▶ [Provided entries]:
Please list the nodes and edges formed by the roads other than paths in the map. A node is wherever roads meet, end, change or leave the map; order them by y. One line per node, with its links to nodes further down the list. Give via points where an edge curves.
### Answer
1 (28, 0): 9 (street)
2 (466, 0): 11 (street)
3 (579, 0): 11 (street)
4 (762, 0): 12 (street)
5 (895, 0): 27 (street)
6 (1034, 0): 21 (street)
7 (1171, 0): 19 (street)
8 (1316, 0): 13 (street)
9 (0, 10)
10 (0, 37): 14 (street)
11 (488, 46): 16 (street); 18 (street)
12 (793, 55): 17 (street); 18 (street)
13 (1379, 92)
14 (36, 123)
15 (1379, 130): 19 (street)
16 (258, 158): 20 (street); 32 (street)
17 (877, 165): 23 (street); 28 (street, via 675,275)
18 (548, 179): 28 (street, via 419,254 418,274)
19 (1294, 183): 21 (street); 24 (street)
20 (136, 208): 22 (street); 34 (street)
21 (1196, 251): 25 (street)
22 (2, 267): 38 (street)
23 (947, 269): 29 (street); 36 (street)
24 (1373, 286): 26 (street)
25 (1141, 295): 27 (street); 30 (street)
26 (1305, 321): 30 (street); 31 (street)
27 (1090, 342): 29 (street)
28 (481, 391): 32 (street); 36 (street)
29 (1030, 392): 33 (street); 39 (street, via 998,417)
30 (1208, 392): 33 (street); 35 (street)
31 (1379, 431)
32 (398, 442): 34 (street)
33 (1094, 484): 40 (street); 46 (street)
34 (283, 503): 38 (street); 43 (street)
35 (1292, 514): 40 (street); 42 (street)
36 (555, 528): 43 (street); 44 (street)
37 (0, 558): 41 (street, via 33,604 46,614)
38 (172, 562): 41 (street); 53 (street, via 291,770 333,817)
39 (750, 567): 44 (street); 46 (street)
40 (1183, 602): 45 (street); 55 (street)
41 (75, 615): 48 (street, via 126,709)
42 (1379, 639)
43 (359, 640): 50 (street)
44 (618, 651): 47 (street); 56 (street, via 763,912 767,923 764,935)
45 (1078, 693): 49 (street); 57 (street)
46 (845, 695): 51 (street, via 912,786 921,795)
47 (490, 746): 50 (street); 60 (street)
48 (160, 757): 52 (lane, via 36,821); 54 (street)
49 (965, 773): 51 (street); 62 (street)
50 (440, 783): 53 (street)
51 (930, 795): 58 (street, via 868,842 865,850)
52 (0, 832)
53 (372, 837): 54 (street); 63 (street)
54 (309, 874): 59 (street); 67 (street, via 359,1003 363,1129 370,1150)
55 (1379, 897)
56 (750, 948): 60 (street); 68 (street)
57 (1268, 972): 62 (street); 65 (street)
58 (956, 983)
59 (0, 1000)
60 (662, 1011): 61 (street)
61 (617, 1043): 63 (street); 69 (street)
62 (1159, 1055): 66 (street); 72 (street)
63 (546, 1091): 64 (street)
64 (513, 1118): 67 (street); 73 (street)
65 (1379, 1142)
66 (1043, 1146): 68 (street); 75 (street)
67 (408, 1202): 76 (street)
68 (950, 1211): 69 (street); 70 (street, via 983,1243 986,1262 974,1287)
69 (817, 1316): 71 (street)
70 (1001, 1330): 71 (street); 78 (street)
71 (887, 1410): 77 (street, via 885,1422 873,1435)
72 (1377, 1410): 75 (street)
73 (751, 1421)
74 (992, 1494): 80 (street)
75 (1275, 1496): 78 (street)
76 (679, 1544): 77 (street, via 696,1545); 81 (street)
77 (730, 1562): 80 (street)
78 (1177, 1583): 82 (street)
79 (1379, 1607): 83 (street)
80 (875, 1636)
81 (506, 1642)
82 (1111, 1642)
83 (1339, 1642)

▶ [Exercise goal]:
Repeat the entries shown above, every one, word for word.

▶ [Exercise response]:
Please list the nodes and edges formed by the roads other than paths in the map. A node is wherever roads meet, end, change or leave the map; order them by y. One line per node, with its links to nodes further down the list. Give via points where an edge curves.
### Answer
1 (28, 0): 9 (street)
2 (466, 0): 11 (street)
3 (579, 0): 11 (street)
4 (762, 0): 12 (street)
5 (895, 0): 27 (street)
6 (1034, 0): 21 (street)
7 (1171, 0): 19 (street)
8 (1316, 0): 13 (street)
9 (0, 10)
10 (0, 37): 14 (street)
11 (488, 46): 16 (street); 18 (street)
12 (793, 55): 17 (street); 18 (street)
13 (1379, 92)
14 (36, 123)
15 (1379, 130): 19 (street)
16 (258, 158): 20 (street); 32 (street)
17 (877, 165): 23 (street); 28 (street, via 675,275)
18 (548, 179): 28 (street, via 419,254 418,274)
19 (1294, 183): 21 (street); 24 (street)
20 (136, 208): 22 (street); 34 (street)
21 (1196, 251): 25 (street)
22 (2, 267): 38 (street)
23 (947, 269): 29 (street); 36 (street)
24 (1373, 286): 26 (street)
25 (1141, 295): 27 (street); 30 (street)
26 (1305, 321): 30 (street); 31 (street)
27 (1090, 342): 29 (street)
28 (481, 391): 32 (street); 36 (street)
29 (1030, 392): 33 (street); 39 (street, via 998,417)
30 (1208, 392): 33 (street); 35 (street)
31 (1379, 431)
32 (398, 442): 34 (street)
33 (1094, 484): 40 (street); 46 (street)
34 (283, 503): 38 (street); 43 (street)
35 (1292, 514): 40 (street); 42 (street)
36 (555, 528): 43 (street); 44 (street)
37 (0, 558): 41 (street, via 33,604 46,614)
38 (172, 562): 41 (street); 53 (street, via 291,770 333,817)
39 (750, 567): 44 (street); 46 (street)
40 (1183, 602): 45 (street); 55 (street)
41 (75, 615): 48 (street, via 126,709)
42 (1379, 639)
43 (359, 640): 50 (street)
44 (618, 651): 47 (street); 56 (street, via 763,912 767,923 764,935)
45 (1078, 693): 49 (street); 57 (street)
46 (845, 695): 51 (street, via 912,786 921,795)
47 (490, 746): 50 (street); 60 (street)
48 (160, 757): 52 (lane, via 36,821); 54 (street)
49 (965, 773): 51 (street); 62 (street)
50 (440, 783): 53 (street)
51 (930, 795): 58 (street, via 868,842 865,850)
52 (0, 832)
53 (372, 837): 54 (street); 63 (street)
54 (309, 874): 59 (street); 67 (street, via 359,1003 363,1129 370,1150)
55 (1379, 897)
56 (750, 948): 60 (street); 68 (street)
57 (1268, 972): 62 (street); 65 (street)
58 (956, 983)
59 (0, 1000)
60 (662, 1011): 61 (street)
61 (617, 1043): 63 (street); 69 (street)
62 (1159, 1055): 66 (street); 72 (street)
63 (546, 1091): 64 (street)
64 (513, 1118): 67 (street); 73 (street)
65 (1379, 1142)
66 (1043, 1146): 68 (street); 75 (street)
67 (408, 1202): 76 (street)
68 (950, 1211): 69 (street); 70 (street, via 983,1243 986,1262 974,1287)
69 (817, 1316): 71 (street)
70 (1001, 1330): 71 (street); 78 (street)
71 (887, 1410): 77 (street, via 885,1422 873,1435)
72 (1377, 1410): 75 (street)
73 (751, 1421)
74 (992, 1494): 80 (street)
75 (1275, 1496): 78 (street)
76 (679, 1544): 77 (street, via 696,1545); 81 (street)
77 (730, 1562): 80 (street)
78 (1177, 1583): 82 (street)
79 (1379, 1607): 83 (street)
80 (875, 1636)
81 (506, 1642)
82 (1111, 1642)
83 (1339, 1642)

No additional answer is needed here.